I’ve included a 2-year, daily chart as well as a 4-year, 2-day period chart from TC2000 along with both the normal (adjusted) and unadjusted 2-year daily charts from stockcharts.com to help illustrate the shortcomings of the stockcharts.com charting platform. Stockcharts.com uses a default of plotting all historical stock prices adjusted for dividend payments instead of using the actual levels where trades took place in the past. The result is an inaccurate representation of historical prices when viewing the charts of dividend paying stocks. These distortions become more pronounced the longer the time period viewed and/or the higher the yield (past dividend payments) on the stock or ETF that you are viewing. The go-around solution for this issue is to add an underscore (“_”) before the ticker symbol which will render a chart showing the “unadjusted” price history of the security. This works fine unless the stock has split during the time period you are viewing as stockcharts does not “unadjust” for the change in price following the stock split.

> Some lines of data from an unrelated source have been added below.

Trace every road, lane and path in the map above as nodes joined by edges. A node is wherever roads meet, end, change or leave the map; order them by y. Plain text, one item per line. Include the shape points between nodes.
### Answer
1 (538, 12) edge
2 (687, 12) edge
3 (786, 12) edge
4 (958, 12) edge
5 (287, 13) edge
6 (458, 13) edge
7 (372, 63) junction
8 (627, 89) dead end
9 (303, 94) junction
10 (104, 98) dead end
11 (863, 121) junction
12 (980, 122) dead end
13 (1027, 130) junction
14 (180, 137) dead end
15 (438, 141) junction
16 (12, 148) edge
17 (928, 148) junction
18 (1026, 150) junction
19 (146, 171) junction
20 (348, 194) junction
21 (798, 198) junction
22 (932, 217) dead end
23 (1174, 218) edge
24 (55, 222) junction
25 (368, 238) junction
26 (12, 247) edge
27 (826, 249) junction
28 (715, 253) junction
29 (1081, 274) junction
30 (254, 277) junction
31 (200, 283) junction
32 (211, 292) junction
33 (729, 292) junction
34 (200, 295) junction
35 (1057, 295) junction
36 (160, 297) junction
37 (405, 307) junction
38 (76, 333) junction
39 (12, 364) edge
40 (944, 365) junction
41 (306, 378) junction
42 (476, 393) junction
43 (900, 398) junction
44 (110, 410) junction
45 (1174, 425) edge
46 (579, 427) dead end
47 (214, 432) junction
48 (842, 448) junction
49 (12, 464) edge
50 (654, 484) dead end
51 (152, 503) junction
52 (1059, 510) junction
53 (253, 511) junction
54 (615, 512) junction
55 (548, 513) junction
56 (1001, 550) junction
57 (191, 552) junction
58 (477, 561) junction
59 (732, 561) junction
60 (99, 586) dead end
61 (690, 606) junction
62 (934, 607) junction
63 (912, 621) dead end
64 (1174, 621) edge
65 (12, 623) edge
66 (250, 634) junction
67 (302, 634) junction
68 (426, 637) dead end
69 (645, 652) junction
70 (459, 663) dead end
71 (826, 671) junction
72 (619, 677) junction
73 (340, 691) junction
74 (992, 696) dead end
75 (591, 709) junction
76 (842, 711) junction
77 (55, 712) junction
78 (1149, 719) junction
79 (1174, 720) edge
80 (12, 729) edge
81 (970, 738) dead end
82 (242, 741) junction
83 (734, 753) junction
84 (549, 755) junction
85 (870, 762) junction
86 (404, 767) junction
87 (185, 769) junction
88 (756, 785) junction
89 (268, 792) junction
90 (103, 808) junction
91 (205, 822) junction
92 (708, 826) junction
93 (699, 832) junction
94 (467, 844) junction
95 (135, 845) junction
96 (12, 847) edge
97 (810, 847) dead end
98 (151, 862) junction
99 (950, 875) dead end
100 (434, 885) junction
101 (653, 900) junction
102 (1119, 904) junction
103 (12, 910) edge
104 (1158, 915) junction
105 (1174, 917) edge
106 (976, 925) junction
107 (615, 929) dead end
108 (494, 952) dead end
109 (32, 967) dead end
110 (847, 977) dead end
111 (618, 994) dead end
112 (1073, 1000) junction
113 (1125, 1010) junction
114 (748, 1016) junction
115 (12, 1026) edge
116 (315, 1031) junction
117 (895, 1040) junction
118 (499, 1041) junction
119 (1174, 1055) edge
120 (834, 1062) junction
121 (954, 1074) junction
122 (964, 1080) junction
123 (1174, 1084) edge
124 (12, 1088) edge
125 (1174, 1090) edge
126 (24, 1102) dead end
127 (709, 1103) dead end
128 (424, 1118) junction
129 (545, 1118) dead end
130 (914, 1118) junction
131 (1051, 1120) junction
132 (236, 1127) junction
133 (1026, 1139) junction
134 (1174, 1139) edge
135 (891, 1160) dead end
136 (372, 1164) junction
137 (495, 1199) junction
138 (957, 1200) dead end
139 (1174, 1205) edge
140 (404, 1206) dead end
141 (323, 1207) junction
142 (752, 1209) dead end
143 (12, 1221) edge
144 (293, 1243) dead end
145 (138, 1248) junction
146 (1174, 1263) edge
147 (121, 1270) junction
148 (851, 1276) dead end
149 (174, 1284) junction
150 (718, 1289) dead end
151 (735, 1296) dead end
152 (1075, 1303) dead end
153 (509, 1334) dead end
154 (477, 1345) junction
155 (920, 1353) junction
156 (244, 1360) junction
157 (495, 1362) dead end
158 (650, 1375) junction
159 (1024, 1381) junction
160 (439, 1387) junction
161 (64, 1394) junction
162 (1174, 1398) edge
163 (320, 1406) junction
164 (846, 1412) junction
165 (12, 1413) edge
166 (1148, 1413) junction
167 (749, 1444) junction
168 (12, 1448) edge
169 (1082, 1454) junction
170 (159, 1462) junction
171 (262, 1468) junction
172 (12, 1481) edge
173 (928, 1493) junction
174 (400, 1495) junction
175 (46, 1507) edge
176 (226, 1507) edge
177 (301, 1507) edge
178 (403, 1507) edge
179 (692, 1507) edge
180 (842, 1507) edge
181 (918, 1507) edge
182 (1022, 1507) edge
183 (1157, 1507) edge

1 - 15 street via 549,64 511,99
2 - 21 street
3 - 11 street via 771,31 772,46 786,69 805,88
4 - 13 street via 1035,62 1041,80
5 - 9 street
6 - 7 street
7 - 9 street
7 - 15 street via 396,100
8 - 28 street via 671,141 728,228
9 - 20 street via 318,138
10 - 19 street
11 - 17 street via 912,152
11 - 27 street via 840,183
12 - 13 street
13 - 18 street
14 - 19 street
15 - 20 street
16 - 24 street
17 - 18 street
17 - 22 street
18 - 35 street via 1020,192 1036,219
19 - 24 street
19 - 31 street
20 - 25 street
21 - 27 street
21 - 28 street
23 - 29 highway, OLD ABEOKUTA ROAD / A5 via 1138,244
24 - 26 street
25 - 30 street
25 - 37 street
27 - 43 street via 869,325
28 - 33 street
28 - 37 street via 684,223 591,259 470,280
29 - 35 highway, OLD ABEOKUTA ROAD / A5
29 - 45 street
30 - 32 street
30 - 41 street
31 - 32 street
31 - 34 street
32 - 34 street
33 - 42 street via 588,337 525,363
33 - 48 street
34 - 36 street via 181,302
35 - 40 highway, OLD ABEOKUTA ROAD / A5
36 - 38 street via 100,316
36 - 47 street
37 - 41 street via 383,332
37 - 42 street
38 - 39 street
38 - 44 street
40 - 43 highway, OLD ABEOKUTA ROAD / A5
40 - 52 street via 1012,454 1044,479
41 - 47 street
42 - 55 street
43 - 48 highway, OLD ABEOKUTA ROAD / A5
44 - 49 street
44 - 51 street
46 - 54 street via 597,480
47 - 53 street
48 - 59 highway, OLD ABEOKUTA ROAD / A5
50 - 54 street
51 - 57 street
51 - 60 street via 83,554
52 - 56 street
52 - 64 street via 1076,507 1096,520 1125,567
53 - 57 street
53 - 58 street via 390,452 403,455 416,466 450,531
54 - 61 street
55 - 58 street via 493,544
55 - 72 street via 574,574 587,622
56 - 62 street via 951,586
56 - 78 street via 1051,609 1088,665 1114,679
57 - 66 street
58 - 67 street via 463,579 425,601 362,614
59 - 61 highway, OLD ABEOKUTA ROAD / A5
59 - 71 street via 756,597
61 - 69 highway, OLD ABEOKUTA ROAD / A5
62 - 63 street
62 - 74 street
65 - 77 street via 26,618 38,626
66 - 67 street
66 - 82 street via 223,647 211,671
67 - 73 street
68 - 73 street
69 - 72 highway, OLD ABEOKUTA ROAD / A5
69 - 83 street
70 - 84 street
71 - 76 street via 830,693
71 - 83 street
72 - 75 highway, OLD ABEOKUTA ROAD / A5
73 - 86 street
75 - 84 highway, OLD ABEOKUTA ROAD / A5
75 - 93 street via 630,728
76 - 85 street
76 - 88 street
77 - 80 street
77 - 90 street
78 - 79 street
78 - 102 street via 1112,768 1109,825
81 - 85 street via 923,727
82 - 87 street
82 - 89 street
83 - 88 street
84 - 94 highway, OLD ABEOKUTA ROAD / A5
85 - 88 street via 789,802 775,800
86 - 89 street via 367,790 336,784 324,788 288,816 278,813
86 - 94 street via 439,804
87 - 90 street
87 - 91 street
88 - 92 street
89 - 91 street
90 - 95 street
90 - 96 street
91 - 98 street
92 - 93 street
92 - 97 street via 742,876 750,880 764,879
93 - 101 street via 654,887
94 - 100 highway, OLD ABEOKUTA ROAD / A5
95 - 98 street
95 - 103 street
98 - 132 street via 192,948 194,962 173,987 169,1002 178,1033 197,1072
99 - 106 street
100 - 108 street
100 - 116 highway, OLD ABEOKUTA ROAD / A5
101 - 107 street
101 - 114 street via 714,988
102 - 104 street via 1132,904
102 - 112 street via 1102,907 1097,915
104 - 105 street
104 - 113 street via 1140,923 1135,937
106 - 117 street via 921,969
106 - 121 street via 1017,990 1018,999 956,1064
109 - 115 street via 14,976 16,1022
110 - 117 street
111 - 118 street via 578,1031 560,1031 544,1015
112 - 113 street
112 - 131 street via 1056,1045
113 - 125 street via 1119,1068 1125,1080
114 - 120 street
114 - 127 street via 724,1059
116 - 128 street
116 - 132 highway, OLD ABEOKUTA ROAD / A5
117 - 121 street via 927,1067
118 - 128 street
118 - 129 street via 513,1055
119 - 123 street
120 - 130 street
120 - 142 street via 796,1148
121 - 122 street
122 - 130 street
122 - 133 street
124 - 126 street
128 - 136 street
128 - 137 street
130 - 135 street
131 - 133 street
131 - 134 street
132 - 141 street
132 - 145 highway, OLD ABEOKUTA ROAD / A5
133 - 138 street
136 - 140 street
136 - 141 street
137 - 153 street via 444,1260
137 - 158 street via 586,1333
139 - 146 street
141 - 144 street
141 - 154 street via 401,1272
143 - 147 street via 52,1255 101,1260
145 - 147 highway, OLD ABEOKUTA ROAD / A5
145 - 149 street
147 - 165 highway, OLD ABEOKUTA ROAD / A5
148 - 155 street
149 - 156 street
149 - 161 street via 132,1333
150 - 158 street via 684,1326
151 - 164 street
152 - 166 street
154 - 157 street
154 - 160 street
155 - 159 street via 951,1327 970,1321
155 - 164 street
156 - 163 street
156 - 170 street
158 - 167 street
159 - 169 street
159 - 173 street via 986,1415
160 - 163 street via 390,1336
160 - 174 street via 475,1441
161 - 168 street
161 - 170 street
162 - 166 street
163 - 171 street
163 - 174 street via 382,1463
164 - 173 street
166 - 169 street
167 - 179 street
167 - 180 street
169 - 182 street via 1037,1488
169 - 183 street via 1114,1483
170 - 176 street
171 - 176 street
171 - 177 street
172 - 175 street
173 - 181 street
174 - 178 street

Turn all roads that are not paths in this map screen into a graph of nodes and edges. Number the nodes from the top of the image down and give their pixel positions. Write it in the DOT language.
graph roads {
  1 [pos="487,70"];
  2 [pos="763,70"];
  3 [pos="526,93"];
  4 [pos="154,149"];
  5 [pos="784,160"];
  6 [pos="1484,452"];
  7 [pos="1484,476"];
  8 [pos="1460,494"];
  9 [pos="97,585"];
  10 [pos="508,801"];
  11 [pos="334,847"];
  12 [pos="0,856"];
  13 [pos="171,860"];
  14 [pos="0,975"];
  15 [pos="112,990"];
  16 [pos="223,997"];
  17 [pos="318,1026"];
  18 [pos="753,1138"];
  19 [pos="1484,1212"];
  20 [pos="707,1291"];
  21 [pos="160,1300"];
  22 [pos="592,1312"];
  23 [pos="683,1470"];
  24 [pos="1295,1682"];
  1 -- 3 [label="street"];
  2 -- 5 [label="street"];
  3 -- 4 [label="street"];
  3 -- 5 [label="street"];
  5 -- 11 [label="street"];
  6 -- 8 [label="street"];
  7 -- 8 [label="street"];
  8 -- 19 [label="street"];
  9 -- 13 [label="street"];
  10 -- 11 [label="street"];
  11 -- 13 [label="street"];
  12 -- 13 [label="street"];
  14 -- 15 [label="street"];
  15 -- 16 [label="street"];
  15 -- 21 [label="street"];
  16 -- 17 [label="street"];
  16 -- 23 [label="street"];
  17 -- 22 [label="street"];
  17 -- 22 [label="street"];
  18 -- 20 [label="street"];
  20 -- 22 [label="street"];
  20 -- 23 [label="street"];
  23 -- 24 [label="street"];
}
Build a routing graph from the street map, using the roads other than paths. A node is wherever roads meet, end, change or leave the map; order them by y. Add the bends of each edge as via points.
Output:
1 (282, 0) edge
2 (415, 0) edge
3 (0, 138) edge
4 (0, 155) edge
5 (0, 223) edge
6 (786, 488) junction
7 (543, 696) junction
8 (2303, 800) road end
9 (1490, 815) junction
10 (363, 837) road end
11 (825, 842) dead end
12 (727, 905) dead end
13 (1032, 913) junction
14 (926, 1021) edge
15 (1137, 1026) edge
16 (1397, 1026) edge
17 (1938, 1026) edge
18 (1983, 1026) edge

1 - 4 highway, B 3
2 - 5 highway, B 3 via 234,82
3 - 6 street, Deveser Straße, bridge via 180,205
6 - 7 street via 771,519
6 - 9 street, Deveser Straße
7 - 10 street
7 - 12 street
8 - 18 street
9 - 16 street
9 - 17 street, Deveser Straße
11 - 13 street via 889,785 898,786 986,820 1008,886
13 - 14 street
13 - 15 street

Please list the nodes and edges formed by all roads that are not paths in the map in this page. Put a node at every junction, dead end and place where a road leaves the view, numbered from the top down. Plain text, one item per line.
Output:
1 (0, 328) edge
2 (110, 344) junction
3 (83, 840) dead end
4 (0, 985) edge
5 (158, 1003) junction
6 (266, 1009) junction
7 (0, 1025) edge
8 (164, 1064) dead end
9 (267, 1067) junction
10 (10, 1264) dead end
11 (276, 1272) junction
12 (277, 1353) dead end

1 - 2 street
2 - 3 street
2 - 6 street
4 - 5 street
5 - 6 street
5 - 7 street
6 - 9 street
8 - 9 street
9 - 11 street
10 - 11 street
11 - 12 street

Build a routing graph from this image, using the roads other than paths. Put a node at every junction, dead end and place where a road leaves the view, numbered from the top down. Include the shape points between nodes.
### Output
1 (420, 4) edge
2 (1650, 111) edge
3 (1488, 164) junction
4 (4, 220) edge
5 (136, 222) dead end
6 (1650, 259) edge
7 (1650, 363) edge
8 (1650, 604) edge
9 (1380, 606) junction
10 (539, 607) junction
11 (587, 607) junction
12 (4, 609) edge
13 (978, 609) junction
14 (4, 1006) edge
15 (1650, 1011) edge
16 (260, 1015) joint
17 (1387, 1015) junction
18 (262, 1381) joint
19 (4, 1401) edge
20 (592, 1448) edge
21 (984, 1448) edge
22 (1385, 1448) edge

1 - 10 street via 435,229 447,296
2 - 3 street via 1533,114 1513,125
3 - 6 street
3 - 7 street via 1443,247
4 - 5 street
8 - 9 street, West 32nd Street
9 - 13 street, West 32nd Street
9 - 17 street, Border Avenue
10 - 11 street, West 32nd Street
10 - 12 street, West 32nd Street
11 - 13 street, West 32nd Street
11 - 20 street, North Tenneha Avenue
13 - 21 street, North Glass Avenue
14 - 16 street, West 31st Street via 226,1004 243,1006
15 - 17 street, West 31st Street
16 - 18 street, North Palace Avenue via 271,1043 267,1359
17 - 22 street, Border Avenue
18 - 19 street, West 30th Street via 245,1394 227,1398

TC2000, along with the free version, freestockcharts.com, by default will show stock price history that is unadjusted for dividend payments but adjusted for stock splits, which results in a true picture of the past trading history of the security… which is the basis for technical analysis & essential when trading IMO. FFIV is a good example of that difference as the TC2000 chart shows an extremely well-defined horizontal support level with numerous reactions while the default stockcharts.com chart shows a slightly up-sloping (dashed) support line over the same period of time. There are several reasons that I subscribe to both charting services with one of those reasons is the ability to provide users of Right Side of the Chart links to the live, annotated charts, a feature that stockcharts.com provides while TC2000 does not. Each of these charting platforms has their own pros and cons but when trading and especially setting trendline alerts, I will use TC2000 along with several other streaming real-time platforms from some of the various brokers that I use.